Esas No: 2022/1643
Karar No: 2022/3850
Karar Tarihi: 22.06.2022
Danıştay 2. Daire 2022/1643 Esas 2022/3850 Karar Sayılı İlamı
Danıştay 2. Daire Başkanlığı 2022/1643 E. , 2022/3850 K."İçtihat Metni"
T.C.
D A N I Ş T A Y
İKİNCİ DAİRE
Esas No : 2022/1643
Karar No : 2022/3850
TEMYİZ İSTEMİNDE BULUNANLAR :
1- (DAVALI) : … Belediye Başkanlığı
VEKİLİ : Av. …
2- (DAVACI) : …
VEKİLİ : Av. …
İSTEMİN KONUSU : ... İdare Mahkemesince verilen … günlü, E:…, K:… sayılı kararın, dilekçede yazılı nedenlerle 2577 sayılı İdari Yargılama Usulü Kanunu'nun 49. maddesi uyarınca temyizen incelenerek bozulması isteminden ibarettir.
YARGILAMA SÜRECİ :
Dava Konusu İstem : Dava; Bursa ili, Osmangazi ilçesi, … Köyü, … Mevkii, … pafta, … sayılı parselde bulunan odun kömürü imal yerinin kapatılması nedeniyle uğradığı 132.968,00 TL maddi zararının 15/05/2007 tarihinden itibaren işleyecek yasal faiziyle birlikte ödenmesi talebiyle açılmıştır.
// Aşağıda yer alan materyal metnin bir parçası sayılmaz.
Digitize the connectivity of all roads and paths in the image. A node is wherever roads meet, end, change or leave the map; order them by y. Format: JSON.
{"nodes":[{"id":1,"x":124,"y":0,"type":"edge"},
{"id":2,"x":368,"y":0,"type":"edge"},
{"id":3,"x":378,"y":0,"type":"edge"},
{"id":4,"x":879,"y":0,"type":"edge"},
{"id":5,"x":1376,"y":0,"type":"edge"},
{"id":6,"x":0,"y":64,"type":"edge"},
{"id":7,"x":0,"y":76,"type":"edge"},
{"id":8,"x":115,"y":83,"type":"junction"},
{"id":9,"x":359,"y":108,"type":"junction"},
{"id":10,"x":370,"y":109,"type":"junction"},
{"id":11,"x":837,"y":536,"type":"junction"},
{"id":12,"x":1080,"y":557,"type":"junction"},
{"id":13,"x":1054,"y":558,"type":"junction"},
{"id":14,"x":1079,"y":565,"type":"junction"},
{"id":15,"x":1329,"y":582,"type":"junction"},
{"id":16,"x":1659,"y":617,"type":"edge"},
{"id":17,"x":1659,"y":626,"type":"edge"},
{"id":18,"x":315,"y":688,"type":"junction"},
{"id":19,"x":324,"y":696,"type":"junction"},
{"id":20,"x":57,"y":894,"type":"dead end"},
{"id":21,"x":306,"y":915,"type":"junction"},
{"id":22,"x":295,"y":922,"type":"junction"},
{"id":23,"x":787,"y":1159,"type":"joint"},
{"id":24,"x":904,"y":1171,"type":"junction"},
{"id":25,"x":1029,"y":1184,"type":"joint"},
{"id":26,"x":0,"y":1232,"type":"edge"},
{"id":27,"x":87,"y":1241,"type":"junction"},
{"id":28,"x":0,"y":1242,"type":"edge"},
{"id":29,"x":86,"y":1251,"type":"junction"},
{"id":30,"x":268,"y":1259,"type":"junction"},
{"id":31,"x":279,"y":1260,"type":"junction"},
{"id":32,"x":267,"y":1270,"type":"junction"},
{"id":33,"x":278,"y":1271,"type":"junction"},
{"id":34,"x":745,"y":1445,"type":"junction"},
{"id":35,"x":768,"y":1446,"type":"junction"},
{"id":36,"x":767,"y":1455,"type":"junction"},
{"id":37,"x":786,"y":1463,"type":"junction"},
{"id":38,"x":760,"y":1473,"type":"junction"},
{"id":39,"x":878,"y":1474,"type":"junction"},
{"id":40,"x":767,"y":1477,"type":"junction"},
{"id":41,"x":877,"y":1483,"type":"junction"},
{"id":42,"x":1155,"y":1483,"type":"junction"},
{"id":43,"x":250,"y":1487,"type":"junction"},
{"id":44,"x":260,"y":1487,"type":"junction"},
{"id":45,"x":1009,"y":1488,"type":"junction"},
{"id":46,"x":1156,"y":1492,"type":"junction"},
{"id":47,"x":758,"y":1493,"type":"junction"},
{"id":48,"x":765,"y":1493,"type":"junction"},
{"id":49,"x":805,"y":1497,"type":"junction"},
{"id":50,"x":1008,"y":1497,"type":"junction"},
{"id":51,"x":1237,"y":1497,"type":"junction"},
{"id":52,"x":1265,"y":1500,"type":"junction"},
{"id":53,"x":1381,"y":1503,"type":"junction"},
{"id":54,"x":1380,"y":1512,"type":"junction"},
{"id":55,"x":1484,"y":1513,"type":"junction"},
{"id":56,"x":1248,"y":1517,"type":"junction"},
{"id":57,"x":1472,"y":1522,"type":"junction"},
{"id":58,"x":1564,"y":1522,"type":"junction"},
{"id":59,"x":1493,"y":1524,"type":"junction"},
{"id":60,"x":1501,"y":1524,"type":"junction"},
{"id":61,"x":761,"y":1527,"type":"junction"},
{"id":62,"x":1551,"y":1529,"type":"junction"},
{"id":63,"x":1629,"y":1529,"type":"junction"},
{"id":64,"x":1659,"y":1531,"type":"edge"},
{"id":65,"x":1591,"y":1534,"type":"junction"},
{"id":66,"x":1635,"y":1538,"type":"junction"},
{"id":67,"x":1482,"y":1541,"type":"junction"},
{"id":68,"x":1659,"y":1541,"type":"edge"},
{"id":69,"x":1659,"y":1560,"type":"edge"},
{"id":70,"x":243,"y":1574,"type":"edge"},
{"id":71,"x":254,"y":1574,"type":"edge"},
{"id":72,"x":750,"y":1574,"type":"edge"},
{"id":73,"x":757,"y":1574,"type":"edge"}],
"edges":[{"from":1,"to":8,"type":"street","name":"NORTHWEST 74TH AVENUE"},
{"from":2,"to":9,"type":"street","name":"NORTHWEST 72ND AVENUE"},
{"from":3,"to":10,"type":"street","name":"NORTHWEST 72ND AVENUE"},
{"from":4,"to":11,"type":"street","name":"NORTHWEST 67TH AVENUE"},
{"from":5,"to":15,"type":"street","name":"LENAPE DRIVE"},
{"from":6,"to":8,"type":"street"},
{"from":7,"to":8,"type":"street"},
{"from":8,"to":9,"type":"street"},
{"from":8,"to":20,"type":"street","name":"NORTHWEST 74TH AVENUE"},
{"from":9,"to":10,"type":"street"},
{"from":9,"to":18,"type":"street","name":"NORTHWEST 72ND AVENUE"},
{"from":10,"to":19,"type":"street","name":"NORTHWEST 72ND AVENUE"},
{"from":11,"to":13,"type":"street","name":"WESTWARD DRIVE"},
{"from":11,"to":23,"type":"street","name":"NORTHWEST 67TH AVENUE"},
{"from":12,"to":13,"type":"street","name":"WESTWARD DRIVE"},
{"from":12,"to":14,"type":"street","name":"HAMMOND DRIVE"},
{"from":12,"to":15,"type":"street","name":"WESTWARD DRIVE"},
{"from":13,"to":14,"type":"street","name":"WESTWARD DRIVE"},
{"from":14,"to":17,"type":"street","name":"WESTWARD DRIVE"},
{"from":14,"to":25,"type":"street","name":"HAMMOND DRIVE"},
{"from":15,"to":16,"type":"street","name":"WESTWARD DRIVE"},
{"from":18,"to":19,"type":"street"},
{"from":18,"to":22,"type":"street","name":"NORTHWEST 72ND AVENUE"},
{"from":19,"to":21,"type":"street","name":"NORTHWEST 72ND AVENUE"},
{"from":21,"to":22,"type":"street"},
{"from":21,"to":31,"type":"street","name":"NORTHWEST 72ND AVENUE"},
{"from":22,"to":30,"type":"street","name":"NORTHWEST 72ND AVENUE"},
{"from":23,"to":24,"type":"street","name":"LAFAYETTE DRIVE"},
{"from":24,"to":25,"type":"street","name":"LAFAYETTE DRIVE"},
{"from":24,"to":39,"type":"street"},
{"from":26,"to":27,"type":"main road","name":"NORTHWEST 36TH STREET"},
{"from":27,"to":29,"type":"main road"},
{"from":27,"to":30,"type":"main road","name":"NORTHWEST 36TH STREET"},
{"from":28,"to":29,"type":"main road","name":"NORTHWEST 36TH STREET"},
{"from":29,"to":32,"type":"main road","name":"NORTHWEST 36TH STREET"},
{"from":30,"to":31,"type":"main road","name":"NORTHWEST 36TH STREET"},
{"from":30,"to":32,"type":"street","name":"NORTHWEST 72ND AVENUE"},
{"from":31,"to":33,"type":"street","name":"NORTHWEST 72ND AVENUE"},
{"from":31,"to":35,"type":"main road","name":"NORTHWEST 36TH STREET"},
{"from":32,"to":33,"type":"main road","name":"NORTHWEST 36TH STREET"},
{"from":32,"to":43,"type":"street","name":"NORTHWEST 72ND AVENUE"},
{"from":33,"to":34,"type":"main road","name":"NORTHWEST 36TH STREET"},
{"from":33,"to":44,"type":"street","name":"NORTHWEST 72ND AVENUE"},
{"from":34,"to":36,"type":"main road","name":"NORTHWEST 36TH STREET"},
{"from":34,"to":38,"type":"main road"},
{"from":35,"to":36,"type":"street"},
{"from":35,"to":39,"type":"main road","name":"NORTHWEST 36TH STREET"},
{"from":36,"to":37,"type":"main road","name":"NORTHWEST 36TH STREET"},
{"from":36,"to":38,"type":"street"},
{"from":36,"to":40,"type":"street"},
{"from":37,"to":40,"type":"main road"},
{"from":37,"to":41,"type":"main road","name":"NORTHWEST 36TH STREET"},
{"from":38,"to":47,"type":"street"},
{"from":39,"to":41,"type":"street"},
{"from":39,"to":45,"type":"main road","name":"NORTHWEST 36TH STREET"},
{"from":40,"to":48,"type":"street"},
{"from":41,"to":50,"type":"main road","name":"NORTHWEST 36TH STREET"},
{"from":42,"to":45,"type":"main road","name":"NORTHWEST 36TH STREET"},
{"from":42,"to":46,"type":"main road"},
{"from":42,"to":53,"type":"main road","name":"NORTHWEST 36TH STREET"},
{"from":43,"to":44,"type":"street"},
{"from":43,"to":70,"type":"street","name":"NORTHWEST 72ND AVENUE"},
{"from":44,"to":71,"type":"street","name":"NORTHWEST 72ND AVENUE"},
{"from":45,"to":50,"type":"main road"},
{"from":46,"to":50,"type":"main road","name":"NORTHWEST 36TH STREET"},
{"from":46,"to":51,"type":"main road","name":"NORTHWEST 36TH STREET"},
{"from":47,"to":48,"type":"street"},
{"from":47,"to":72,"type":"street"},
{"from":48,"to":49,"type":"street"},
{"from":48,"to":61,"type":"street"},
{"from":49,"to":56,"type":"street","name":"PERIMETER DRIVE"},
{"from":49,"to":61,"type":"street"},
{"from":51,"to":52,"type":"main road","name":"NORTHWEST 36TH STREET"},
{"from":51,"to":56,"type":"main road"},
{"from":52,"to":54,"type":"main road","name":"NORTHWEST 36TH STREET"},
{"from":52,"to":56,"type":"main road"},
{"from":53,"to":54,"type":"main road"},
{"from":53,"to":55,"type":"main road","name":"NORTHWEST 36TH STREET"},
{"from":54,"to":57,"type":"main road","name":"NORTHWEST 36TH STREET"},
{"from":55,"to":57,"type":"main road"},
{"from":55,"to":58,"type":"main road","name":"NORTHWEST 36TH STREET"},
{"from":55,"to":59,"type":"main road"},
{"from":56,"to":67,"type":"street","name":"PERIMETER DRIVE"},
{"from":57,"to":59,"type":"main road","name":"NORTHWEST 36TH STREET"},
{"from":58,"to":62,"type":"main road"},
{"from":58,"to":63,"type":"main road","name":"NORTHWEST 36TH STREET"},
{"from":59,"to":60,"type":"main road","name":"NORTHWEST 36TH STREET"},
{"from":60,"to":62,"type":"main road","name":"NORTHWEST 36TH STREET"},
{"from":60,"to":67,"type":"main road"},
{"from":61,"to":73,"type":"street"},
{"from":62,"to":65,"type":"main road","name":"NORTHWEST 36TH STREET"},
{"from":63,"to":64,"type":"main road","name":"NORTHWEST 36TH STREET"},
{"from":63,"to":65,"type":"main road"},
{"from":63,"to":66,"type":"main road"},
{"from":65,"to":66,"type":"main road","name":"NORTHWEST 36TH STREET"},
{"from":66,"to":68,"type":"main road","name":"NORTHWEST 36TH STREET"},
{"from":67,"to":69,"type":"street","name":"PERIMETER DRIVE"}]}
İlk Derece Mahkemesi Kararının Özeti : ... İdare Mahkemesinin temyize konu kararıyla; Danıştay Onuncu Dairesi'nin 28/02/2019 günlü, E:2016/8106, K:2019/1593 sayılı bozma kararına uyulmak suretiyle, davalı idarece tesis edilen işlemin (ruhsat iptalinin) açılan dava neticesinde ... İdare Mahkemesi tarafından iptal edilmesi nedeniyle, davacının işletmesinin faaliyette bulunamadığı 15/05/2007-15/10/2008 tarihleri arasında elde edemediği net kârın yaptırılan bilirkişi incelemesi sonucunda 83.465,69 TL olarak tespit edildiği anlaşıldığından, davacının işlem nedeniyle uğradığı zarara karşılık 83.465,69 TL'nin dava tarihi olan 28/09/2012 tarihinden itibaren işleyecek yasal faiziyle birlikte ödenmesine, fazlaya ilişkin talebin reddine karar verilmiştir.
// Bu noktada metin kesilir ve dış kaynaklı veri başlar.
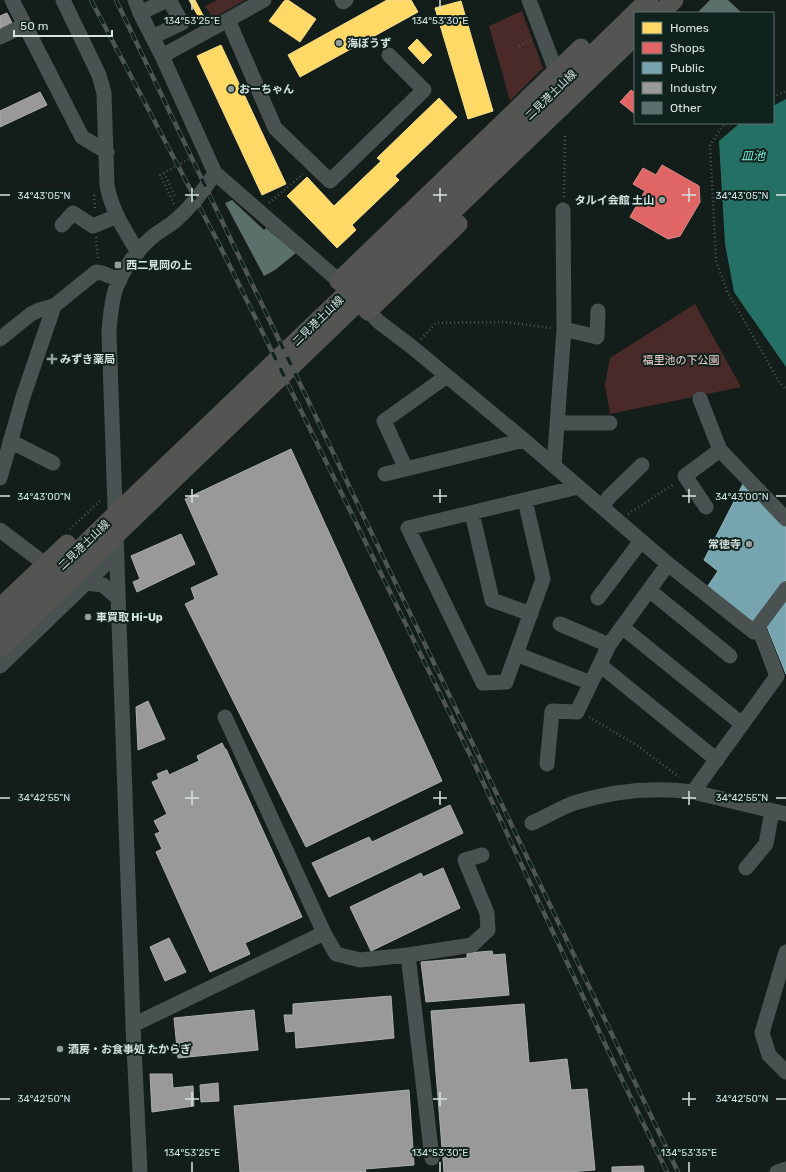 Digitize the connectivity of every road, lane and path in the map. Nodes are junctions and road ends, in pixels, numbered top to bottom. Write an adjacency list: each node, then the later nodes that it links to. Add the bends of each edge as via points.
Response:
1 (12, 0): 18 (street)
2 (63, 0): 30 (street, via 99,75 104,93)
3 (168, 0): 12 (street); 20 (street, via 182,23)
4 (264, 0): 17 (street)
5 (342, 0): 6 (street)
6 (346, 0)
7 (637, 0): 25 (main road)
8 (649, 0): 13 (main road, 二見港土山線)
9 (674, 0): 14 (main road)
10 (679, 0): 15 (main road)
11 (531, 1): 25 (street)
12 (138, 7): 20 (street)
13 (636, 12)
14 (661, 12)
15 (671, 12)
16 (634, 14): 46 (main road, 二見港土山線)
17 (228, 20): 24 (street); 32 (street, via 275,128)
18 (25, 25): 19 (street); 30 (street, via 82,137)
19 (0, 37)
20 (152, 37): 24 (street)
21 (634, 37): 46 (main road, 二見港土山線)
22 (634, 53): 48 (main road)
23 (389, 55): 32 (street, via 424,90 330,182)
24 (162, 56): 34 (street)
25 (556, 71): 45 (main road)
26 (786, 91): 27 (path)
27 (774, 97)
28 (726, 124): 54 (path, via 710,145 716,260 727,291 780,383)
29 (566, 135): 37 (path)
30 (107, 152): 39 (street, via 107,186)
31 (194, 156): 33 (path)
32 (314, 164): 38 (path)
33 (164, 173): 35 (path); 36 (path, via 160,175)
34 (215, 174): 38 (street); 42 (street, via 190,206)
35 (176, 198)
36 (176, 207)
37 (563, 210): 50 (street)
38 (259, 211): 45 (street)
39 (117, 216): 41 (street); 42 (street)
40 (62, 225): 41 (street, via 73,213)
41 (94, 226): 43 (path, via 98,260)
42 (138, 252): 44 (street)
43 (101, 263)
44 (120, 280): 47 (street, via 96,272); 69 (street, via 113,298 109,333)
45 (340, 282): 48 (street)
46 (367, 284): 90 (main road, 二見港土山線, via 120,509); 93 (main road, 二見港土山線)
47 (54, 306): 51 (street, via 31,314); 59 (street)
48 (368, 311): 52 (street)
49 (598, 311): 50 (street, via 597,337)
50 (564, 329): 52 (path, via 505,322 436,323); 56 (street)
51 (0, 339)
52 (412, 347): 53 (street)
53 (447, 376): 58 (street); 64 (street, via 384,421)
54 (786, 389)
55 (700, 400): 60 (street)
56 (557, 423): 57 (street); 63 (street)
57 (610, 423)
58 (524, 440): 63 (street); 64 (street)
59 (10, 441): 61 (street); 67 (street)
60 (720, 450): 66 (street); 74 (street)
61 (53, 463)
62 (642, 465): 71 (street)
63 (554, 466): 68 (street)
64 (406, 469): 65 (street)
65 (385, 474)
66 (685, 476): 72 (street); 75 (path)
67 (0, 478)
68 (578, 487): 70 (street); 71 (street)
69 (115, 498): 78 (street); 79 (main road)
70 (525, 500): 73 (street); 87 (street, via 543,579)
71 (602, 507): 75 (street)
72 (706, 507)
73 (472, 513): 87 (street, via 492,600); 94 (street, via 408,528 483,683 506,682)
74 (786, 519)
75 (618, 521): 77 (street)
76 (0, 530): 79 (street)
77 (641, 541): 80 (street); 85 (street)
78 (117, 553): 81 (street); 84 (street)
79 (45, 564): 81 (street); 86 (main road)
80 (668, 564): 83 (street); 89 (street, via 754,632)
81 (86, 583): 84 (street, via 103,585); 97 (street)
82 (786, 589): 89 (street)
83 (649, 590): 91 (street); 95 (street)
84 (118, 598): 112 (street)
85 (598, 598)
86 (0, 608)
87 (531, 614): 94 (street)
88 (560, 624): 92 (street)
89 (758, 626): 101 (street, via 777,676)
90 (0, 627)
91 (622, 627): 92 (street); 101 (street)
92 (609, 645): 96 (street)
93 (0, 648)
94 (516, 654): 98 (street)
95 (730, 656)
96 (600, 665): 98 (street); 102 (street)
97 (0, 666)
98 (591, 683): 99 (street)
99 (577, 712): 103 (street, via 552,710); 104 (path, via 638,746)
100 (225, 717): 109 (street)
101 (742, 724): 102 (street)
102 (717, 760): 104 (street)
103 (547, 764)
104 (695, 790): 105 (street); 106 (street, via 625,791 573,803)
105 (779, 813): 108 (street, via 766,844)
106 (532, 823)
107 (482, 855): 111 (street, via 465,860 487,913 488,930 472,945)
108 (746, 868)
109 (324, 933): 111 (street, via 336,954 360,960); 112 (street)
110 (786, 952): 113 (street, via 762,1033 769,1055)
111 (408, 955): 114 (street)
112 (134, 1025): 116 (street)
113 (786, 1072)
114 (432, 1158)
115 (786, 1169): 117 (street)
116 (140, 1172)
117 (777, 1172)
TEMYİZ EDENLERİN İDDİALARI :
Davacı tarafından, 06/04/2021 günlü raporu düzenleyen bilirkişinin işin uzmanı olmadığı, konuyla ilgili bilirkişi raporunu orman mühendisi ve maden mühendisinin düzenlemesi gerektiği, sadece hesap yapabilen bilirkişiden alınan rapora istinaden karar verilmesinin hukuka aykırı olduğu, ilk raporla ikinci rapor arasında oldukça fazla fark olduğu, çelişkinin giderilmesi için işin uzmanı üç bilirkişiden rapor alınması gerektiği belirtilerek, mahkeme kararının bozulması gerektiği ileri sürülmektedir.
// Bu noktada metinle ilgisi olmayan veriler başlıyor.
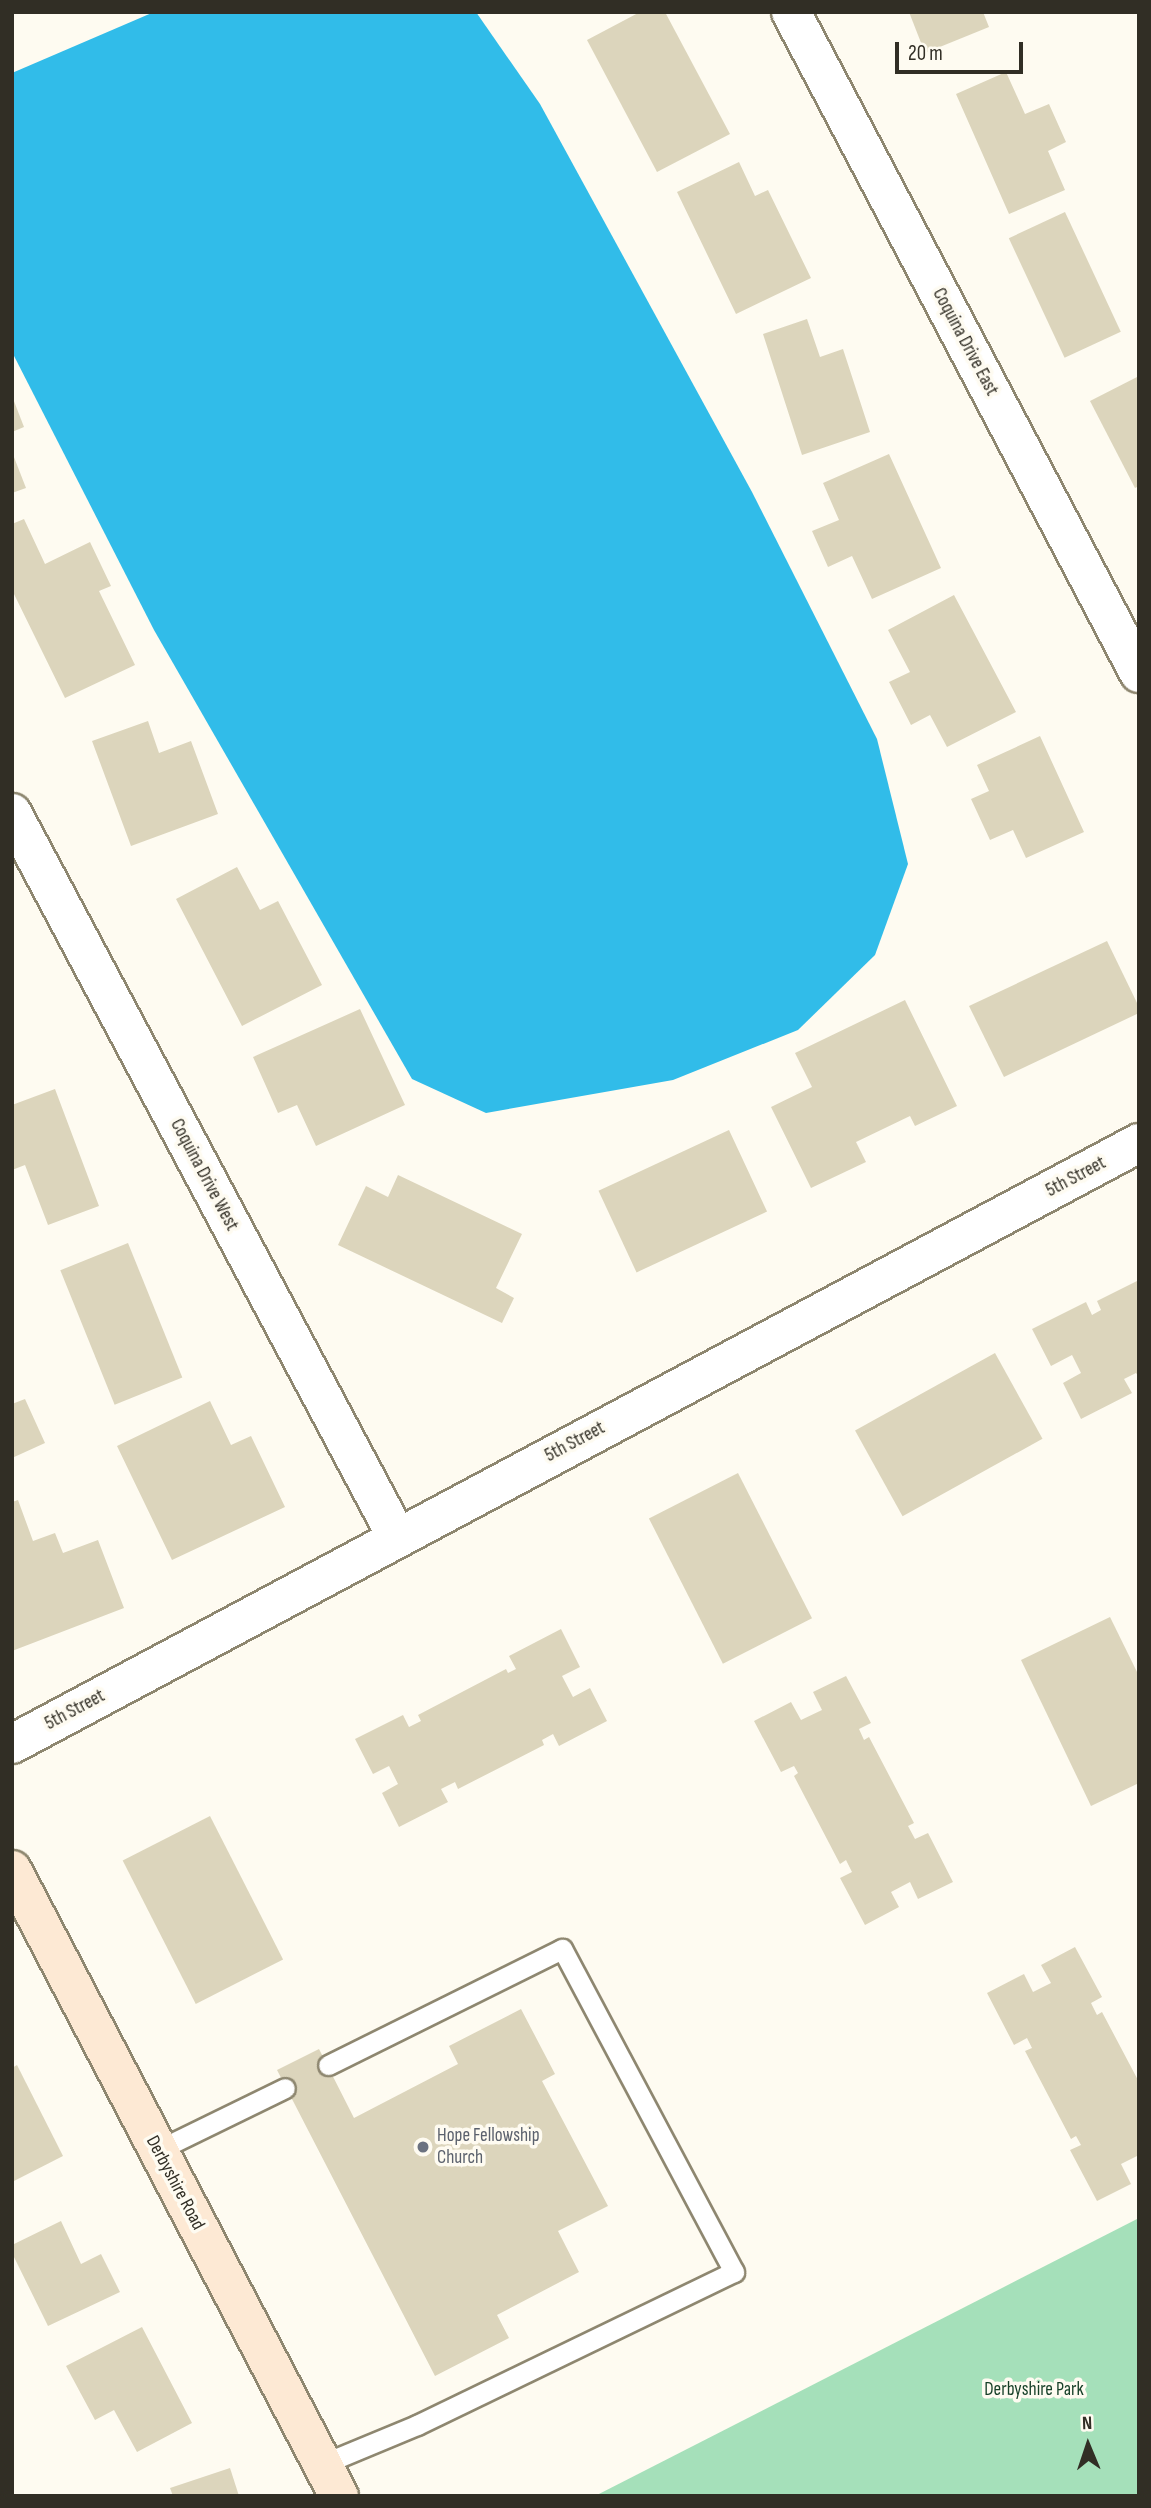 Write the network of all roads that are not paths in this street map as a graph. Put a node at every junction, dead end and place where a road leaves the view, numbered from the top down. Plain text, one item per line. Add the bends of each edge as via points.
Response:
1 (791, 12) edge
2 (1139, 673) edge
3 (12, 813) edge
4 (1139, 1143) edge
5 (397, 1537) junction
6 (12, 1744) edge
7 (12, 1870) edge
8 (328, 2065) dead end
9 (285, 2088) dead end
10 (158, 2150) junction
11 (331, 2480) edge

1 - 2 street, Coquina Drive East
3 - 5 street, Coquina Drive West
4 - 5 street, 5th Street
5 - 6 street, 5th Street
7 - 10 street, Derbyshire Road
8 - 11 lane via 562,1949 734,2272 417,2425
9 - 10 lane
10 - 11 street, Derbyshire Road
Davalı idare tarafından, 06/04/2021 günlü bilirkişi raporunda kapasite kullanım oranının % 68 olarak alınmasının hatalı olduğu, aynı raporda işletme giderlerinin % 30 olarak hesaplanmasının afaki olduğu, davacıya ait işyerinin Doğancı barajına 430 m mesafede bulunduğu, tesisin mutlak koruma alanında bulunduğu, tesiste odun kömürü imalatı ve depolamasının yapıldığı, oysa katı yakıt depolamasının yasak olduğu belirtilerek, mahkeme kararının bozulması gerektiği ileri sürülmektedir.
KARŞI TARAFLARIN CEVABI : Taraflarca cevap verilmemiştir.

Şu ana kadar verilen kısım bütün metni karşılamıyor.